(ENTRIES SUPPLIED begins)
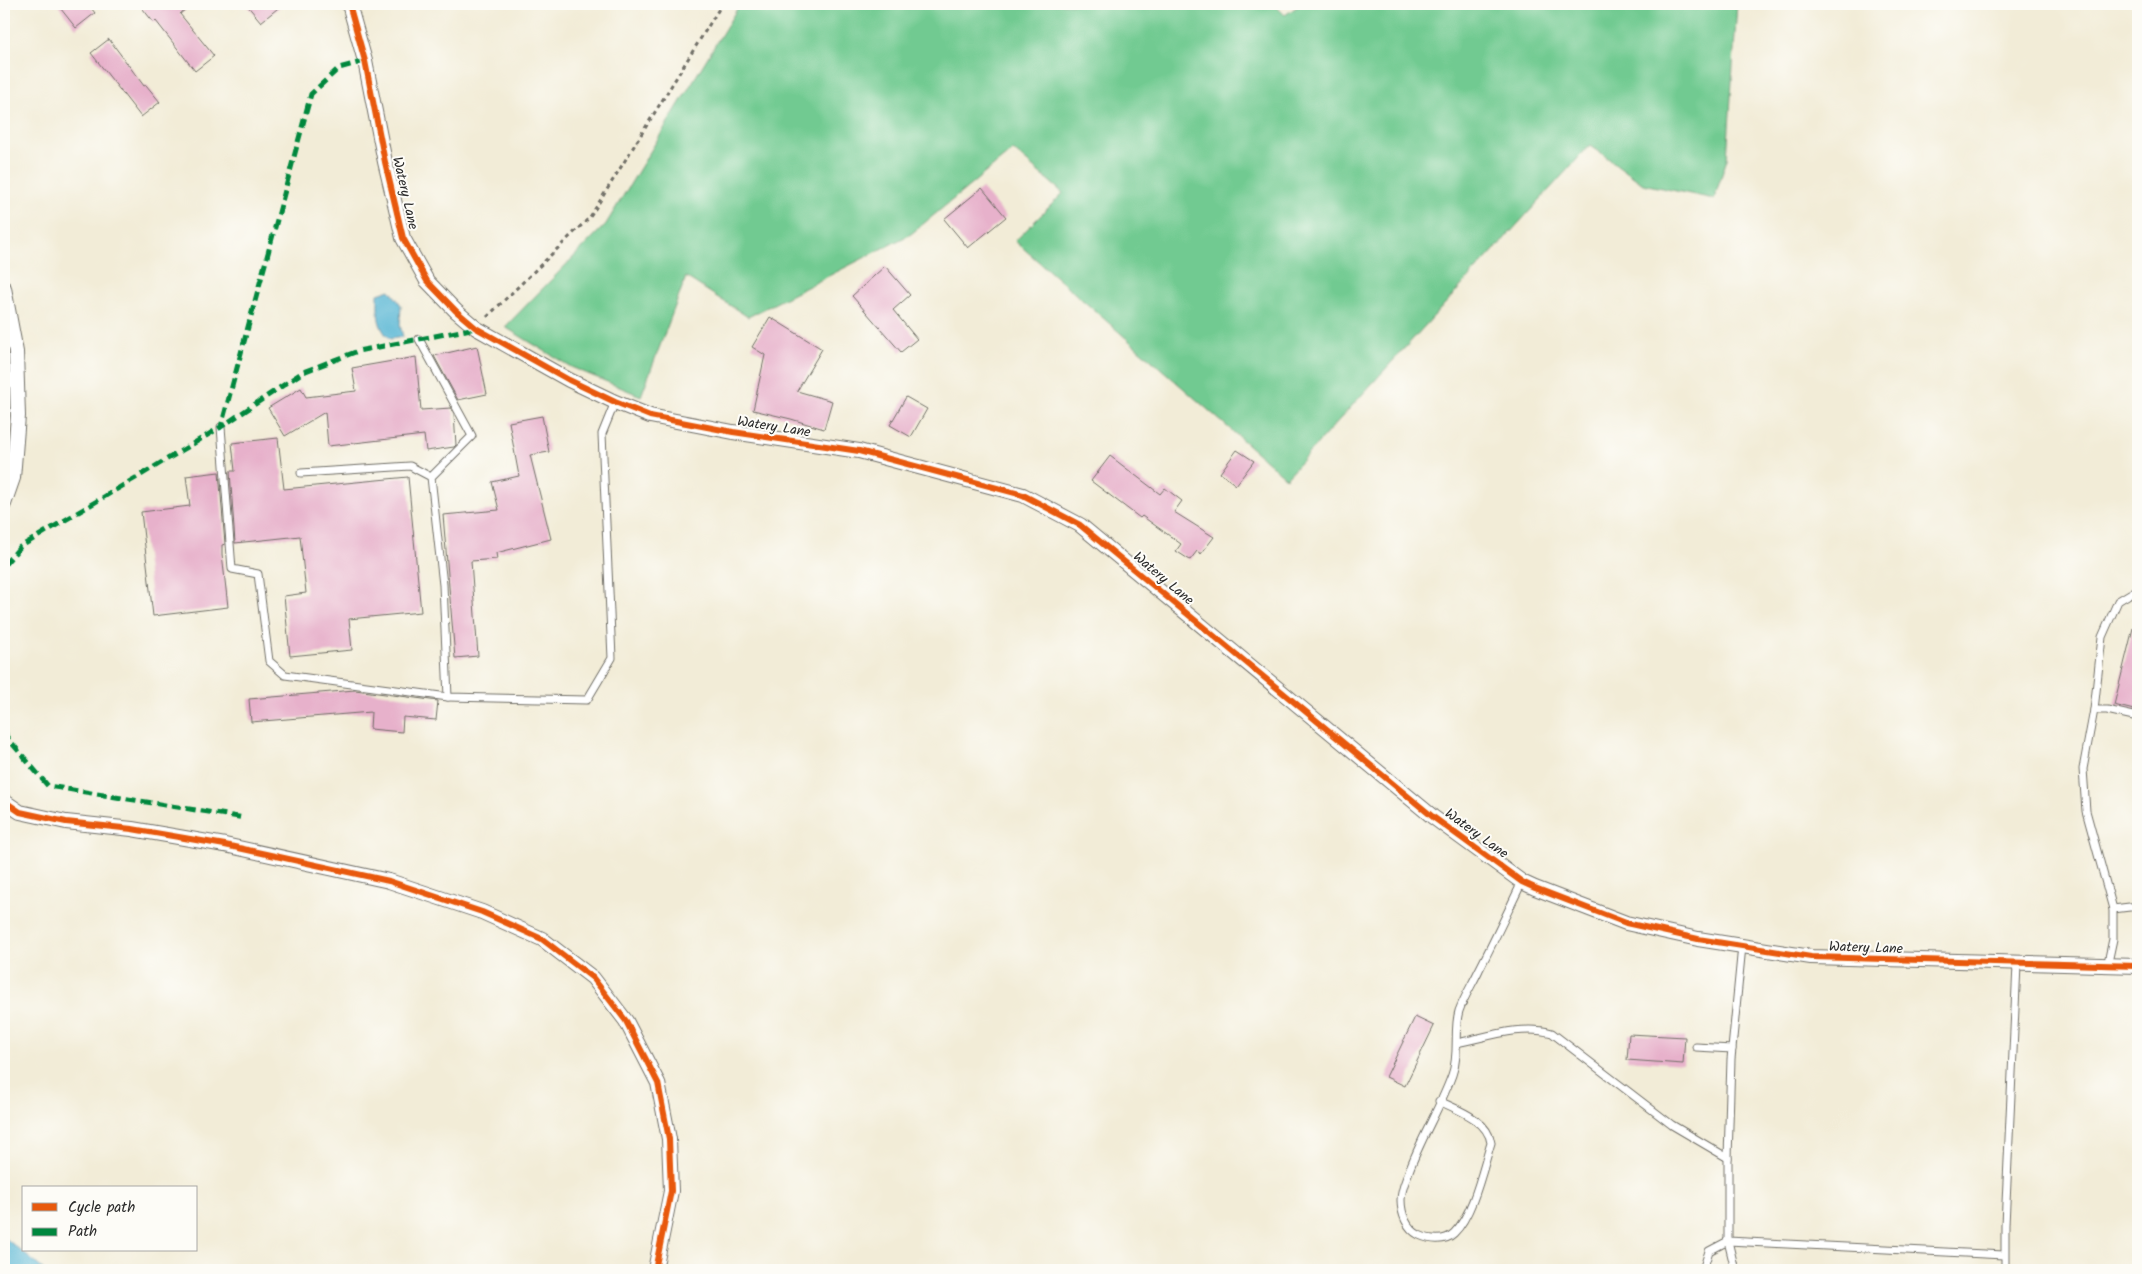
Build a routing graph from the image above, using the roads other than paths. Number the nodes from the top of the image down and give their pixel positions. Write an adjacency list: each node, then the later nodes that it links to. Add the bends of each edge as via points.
1 (349, 4): 4 (street, Watery Lane, via 365,61 403,238 427,281 476,328)
2 (4, 288): 8 (street, via 16,352 18,416 14,478)
3 (419, 339): 7 (lane, via 472,436)
4 (615, 402): 10 (lane, via 602,434 612,658 587,700); 14 (street, Watery Lane, via 660,418 859,451 1023,495 1049,507 1080,525 1433,817)
5 (221, 428): 10 (lane, via 232,569 258,574 269,660 285,675)
6 (301, 473): 7 (lane, via 410,466)
7 (431, 477): 10 (lane, via 443,585)
8 (4, 504)
9 (2138, 589): 11 (lane, via 2118,601 2102,637)
10 (448, 697)
11 (2094, 710): 12 (lane); 16 (lane, via 2083,769 2086,811)
12 (2138, 717)
13 (4, 801): 28 (street, via 20,812 66,822 132,829 225,845 388,881 482,912 542,940 593,978 626,1021 658,1083 668,1139 671,1191)
14 (1522, 882): 17 (street, Watery Lane, via 1626,923); 21 (lane, via 1459,1012)
15 (2138, 906): 16 (lane)
16 (2113, 909): 20 (lane, via 2113,939)
17 (1742, 946): 18 (street, Watery Lane, via 1811,957); 23 (lane)
18 (2017, 965): 20 (street, Watery Lane); 27 (lane)
19 (2138, 966): 20 (street, Watery Lane)
20 (2107, 967)
21 (1457, 1043): 24 (lane, via 1456,1061); 25 (lane, via 1525,1030 1540,1029 1552,1033 1672,1125)
22 (1696, 1047): 23 (lane)
23 (1732, 1049): 25 (lane)
24 (1439, 1101): 24 (lane, via 1416,1150 1401,1200 1406,1224 1426,1238 1440,1240 1453,1235 1469,1209 1491,1143 1490,1135 1483,1126)
25 (1728, 1158): 26 (lane)
26 (1728, 1241): 27 (lane); 29 (lane, via 1709,1251); 30 (lane)
27 (2004, 1255): 31 (lane)
28 (655, 1270)
29 (1702, 1270)
30 (1735, 1270)
31 (2005, 1270)

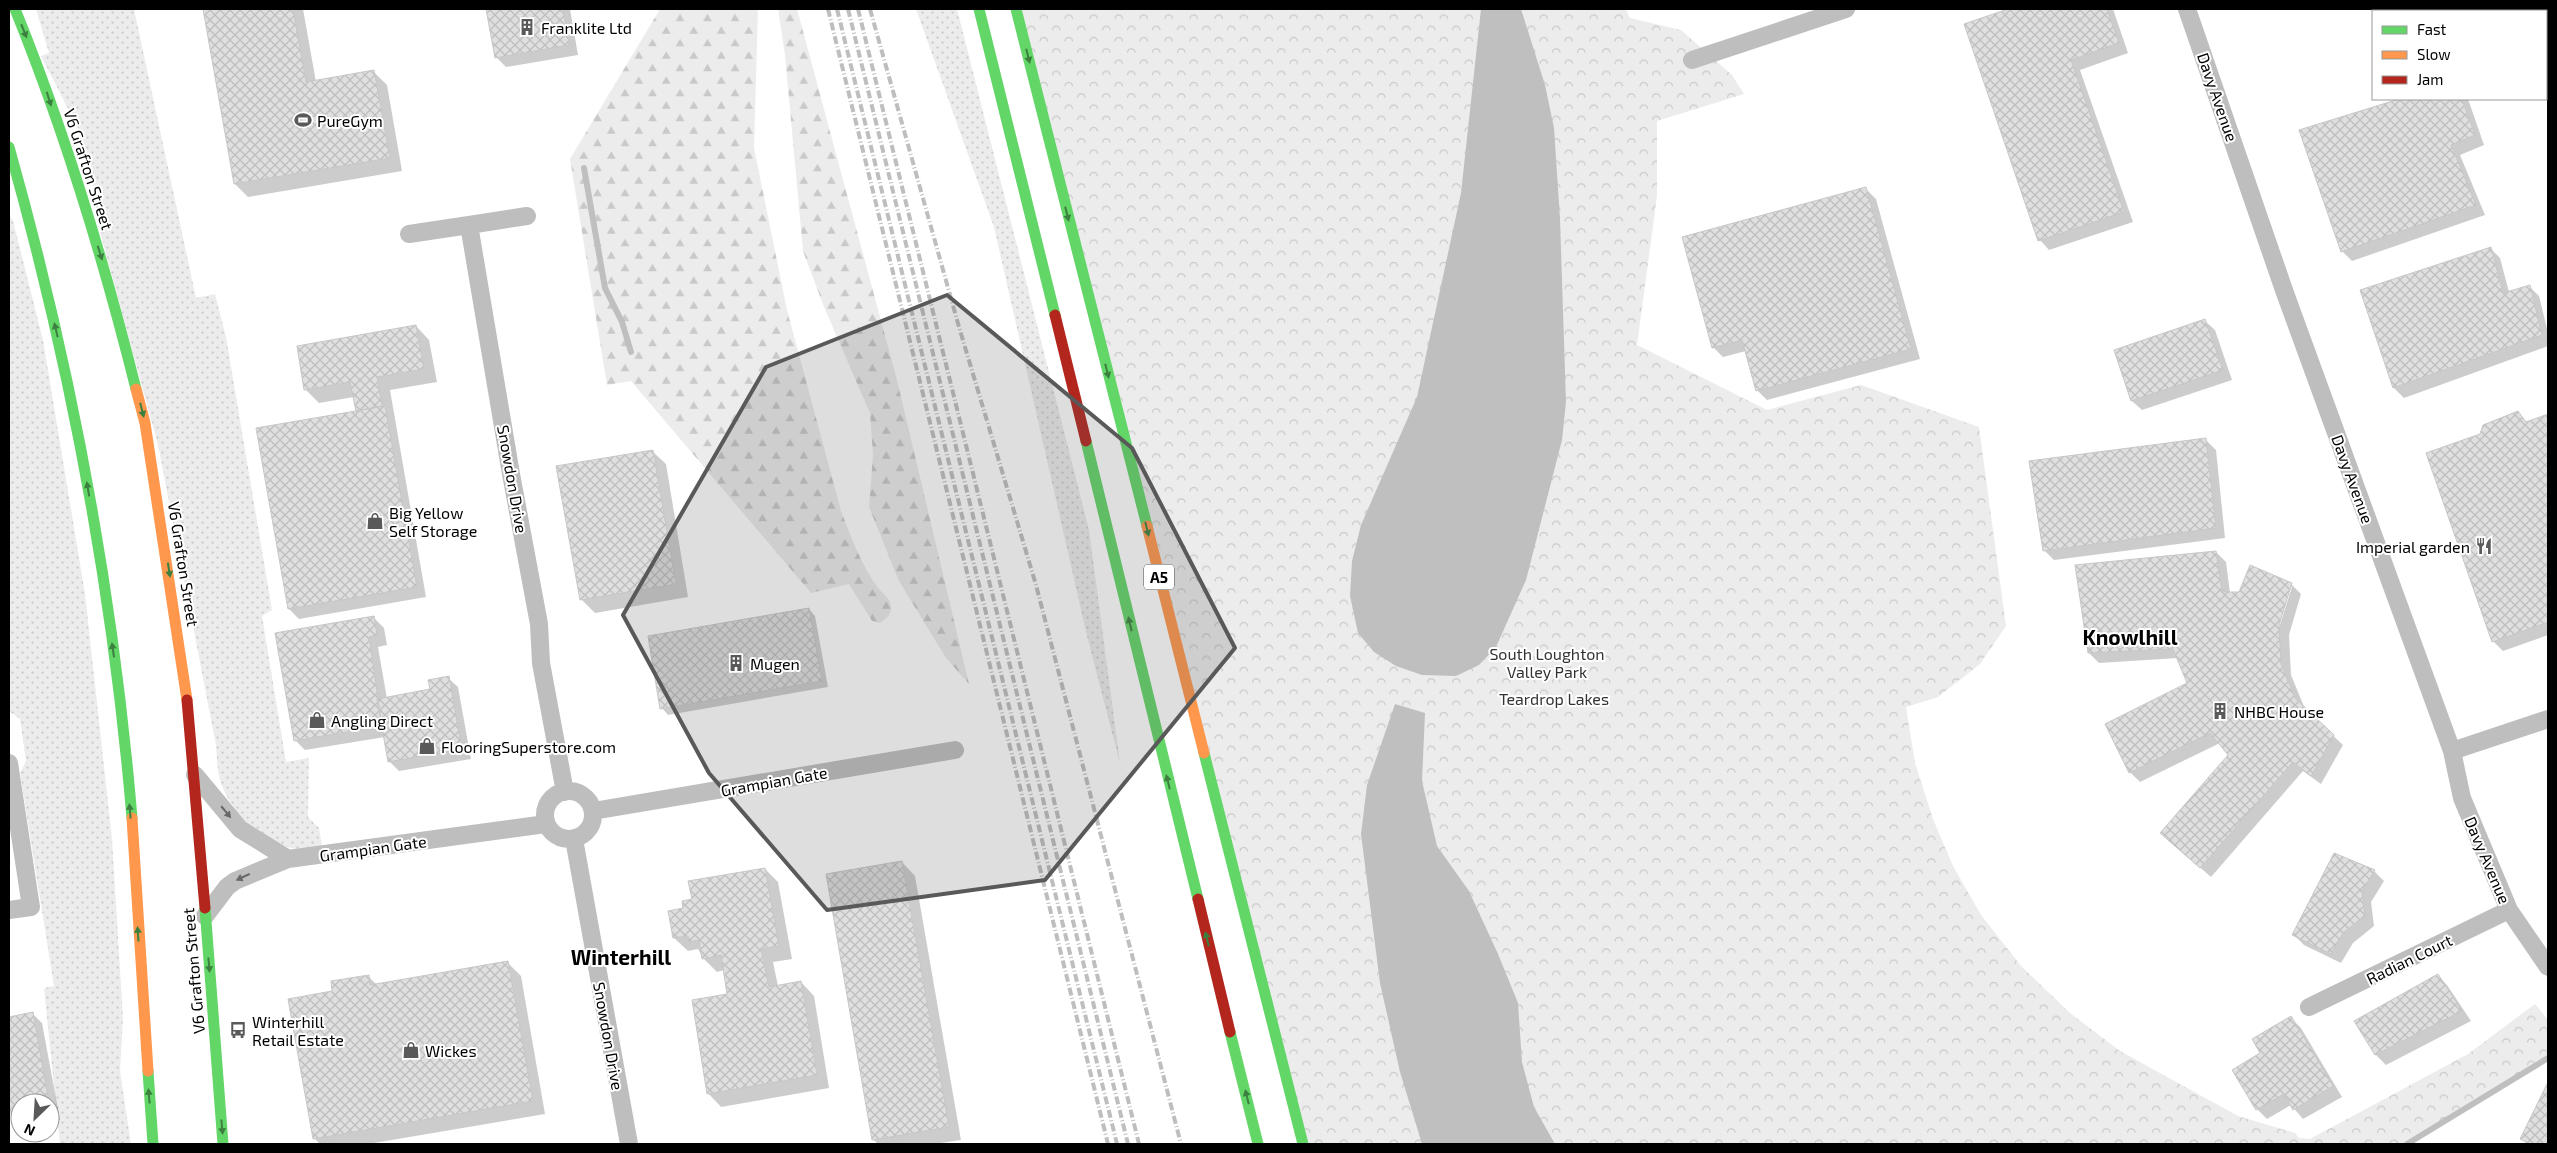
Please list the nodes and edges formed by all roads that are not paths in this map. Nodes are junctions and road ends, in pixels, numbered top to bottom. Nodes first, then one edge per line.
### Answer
1 (15, 9) edge
2 (979, 9) edge
3 (1016, 9) edge
4 (1846, 9) edge
5 (2187, 9) edge
6 (1692, 60) dead end
7 (9, 147) edge
8 (527, 216) dead end
9 (469, 225) junction
10 (409, 234) dead end
11 (2548, 719) edge
12 (955, 750) dead end
13 (2452, 751) junction
14 (9, 763) edge
15 (195, 775) junction
16 (565, 792) junction
17 (593, 811) junction
18 (546, 824) junction
19 (574, 839) junction
20 (288, 859) junction
21 (9, 910) edge
22 (2509, 910) junction
23 (205, 916) junction
24 (2548, 966) edge
25 (2309, 1007) dead end
26 (154, 1144) edge
27 (223, 1144) edge
28 (629, 1144) edge
29 (1258, 1144) edge
30 (1304, 1144) edge

1 -> 15 main road, V6 Grafton Street
29 -> 2 main road, A5
3 -> 30 main road, A5
4 - 6 street
5 - 13 street, Davy Avenue
26 -> 7 main road
8 - 9 street
9 - 10 street
9 - 16 street, Snowdon Drive
11 - 13 street
12 - 17 street, Grampian Gate
13 - 22 street, Davy Avenue
14 - 21 street
15 -> 20 street
15 - 23 main road, V6 Grafton Street
16 - 17 street
16 - 18 street
17 - 19 street
18 - 19 street
18 - 20 street, Grampian Gate
19 - 28 street, Snowdon Drive
20 -> 23 street, Grampian Gate
22 - 24 street, Davy Avenue
22 - 25 street, Radian Court
23 -> 27 main road, V6 Grafton Street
(ENTRIES SUPPLIED ends)
- **PROMPT**
Transcribe every entry exactly, leaving out the pictures.

- **WRITTEN RESPONSE**
Build a routing graph from the image above, using the roads other than paths. Number the nodes from the top of the image down and give their pixel positions. Write an adjacency list: each node, then the later nodes that it links to. Add the bends of each edge as via points.
1 (349, 4): 4 (street, Watery Lane, via 365,61 403,238 427,281 476,328)
2 (4, 288): 8 (street, via 16,352 18,416 14,478)
3 (419, 339): 7 (lane, via 472,436)
4 (615, 402): 10 (lane, via 602,434 612,658 587,700); 14 (street, Watery Lane, via 660,418 859,451 1023,495 1049,507 1080,525 1433,817)
5 (221, 428): 10 (lane, via 232,569 258,574 269,660 285,675)
6 (301, 473): 7 (lane, via 410,466)
7 (431, 477): 10 (lane, via 443,585)
8 (4, 504)
9 (2138, 589): 11 (lane, via 2118,601 2102,637)
10 (448, 697)
11 (2094, 710): 12 (lane); 16 (lane, via 2083,769 2086,811)
12 (2138, 717)
13 (4, 801): 28 (street, via 20,812 66,822 132,829 225,845 388,881 482,912 542,940 593,978 626,1021 658,1083 668,1139 671,1191)
14 (1522, 882): 17 (street, Watery Lane, via 1626,923); 21 (lane, via 1459,1012)
15 (2138, 906): 16 (lane)
16 (2113, 909): 20 (lane, via 2113,939)
17 (1742, 946): 18 (street, Watery Lane, via 1811,957); 23 (lane)
18 (2017, 965): 20 (street, Watery Lane); 27 (lane)
19 (2138, 966): 20 (street, Watery Lane)
20 (2107, 967)
21 (1457, 1043): 24 (lane, via 1456,1061); 25 (lane, via 1525,1030 1540,1029 1552,1033 1672,1125)
22 (1696, 1047): 23 (lane)
23 (1732, 1049): 25 (lane)
24 (1439, 1101): 24 (lane, via 1416,1150 1401,1200 1406,1224 1426,1238 1440,1240 1453,1235 1469,1209 1491,1143 1490,1135 1483,1126)
25 (1728, 1158): 26 (lane)
26 (1728, 1241): 27 (lane); 29 (lane, via 1709,1251); 30 (lane)
27 (2004, 1255): 31 (lane)
28 (655, 1270)
29 (1702, 1270)
30 (1735, 1270)
31 (2005, 1270)

Please list the nodes and edges formed by all roads that are not paths in this map. Nodes are junctions and road ends, in pixels, numbered top to bottom. Nodes first, then one edge per line.
### Answer
1 (15, 9) edge
2 (979, 9) edge
3 (1016, 9) edge
4 (1846, 9) edge
5 (2187, 9) edge
6 (1692, 60) dead end
7 (9, 147) edge
8 (527, 216) dead end
9 (469, 225) junction
10 (409, 234) dead end
11 (2548, 719) edge
12 (955, 750) dead end
13 (2452, 751) junction
14 (9, 763) edge
15 (195, 775) junction
16 (565, 792) junction
17 (593, 811) junction
18 (546, 824) junction
19 (574, 839) junction
20 (288, 859) junction
21 (9, 910) edge
22 (2509, 910) junction
23 (205, 916) junction
24 (2548, 966) edge
25 (2309, 1007) dead end
26 (154, 1144) edge
27 (223, 1144) edge
28 (629, 1144) edge
29 (1258, 1144) edge
30 (1304, 1144) edge

1 -> 15 main road, V6 Grafton Street
29 -> 2 main road, A5
3 -> 30 main road, A5
4 - 6 street
5 - 13 street, Davy Avenue
26 -> 7 main road
8 - 9 street
9 - 10 street
9 - 16 street, Snowdon Drive
11 - 13 street
12 - 17 street, Grampian Gate
13 - 22 street, Davy Avenue
14 - 21 street
15 -> 20 street
15 - 23 main road, V6 Grafton Street
16 - 17 street
16 - 18 street
17 - 19 street
18 - 19 street
18 - 20 street, Grampian Gate
19 - 28 street, Snowdon Drive
20 -> 23 street, Grampian Gate
22 - 24 street, Davy Avenue
22 - 25 street, Radian Court
23 -> 27 main road, V6 Grafton Street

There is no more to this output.